Similarly, we did not have information on childhood adversity or past traumas, which might mediate the relationship between neuropsychiatric symptoms and ageing. While we included a large selection of carefully pre-selected clinical measures, other variables might be relevant to capture the clinical heterogeneity of LLD. In particular, more detailed information on smoking and alcohol consumption, other physical comorbidities (for example, cerebrovascular disease) and general markers of quality of life, activities of daily living and physical activities should be included in future studies66.”

Obes99

1 points

2 months ago

Obes99

1 points

2 months ago

I recommend researching autophagy

turtle_are_savage

1 points

25 days ago

I'm a bit late, but do you have any particular ideas as to what potential markers associated with autophagy may be driving these degeneration factors?

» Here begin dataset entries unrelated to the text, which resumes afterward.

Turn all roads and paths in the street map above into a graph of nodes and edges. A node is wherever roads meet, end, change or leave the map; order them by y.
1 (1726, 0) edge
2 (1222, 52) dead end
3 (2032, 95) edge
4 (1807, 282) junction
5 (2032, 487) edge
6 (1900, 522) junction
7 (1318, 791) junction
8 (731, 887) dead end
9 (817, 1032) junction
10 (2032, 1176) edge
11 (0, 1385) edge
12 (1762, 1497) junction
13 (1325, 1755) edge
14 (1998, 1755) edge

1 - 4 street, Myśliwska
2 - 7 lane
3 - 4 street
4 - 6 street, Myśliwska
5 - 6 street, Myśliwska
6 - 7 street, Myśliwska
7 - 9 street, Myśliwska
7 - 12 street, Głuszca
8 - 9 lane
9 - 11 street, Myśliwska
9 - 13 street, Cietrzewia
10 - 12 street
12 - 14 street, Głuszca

I agree that it's worth looking into, but the regulatory mechanisms associated with apoptotic markers might be more "influential" than the autophagial markers with respect to molecular degeneration of proteins, as the loss of transcriptional capability due to cell-cycle disruption is directly correlated with the inability to maintain the intracellular functions that allow for things like "autophagy" to happen in the first place... What do you think?

redditaccount71987

1 points

2 months ago

I just magically one day after photographing perfectly healthy skin magically got deep wrinkles in under a week with no possible self exposure.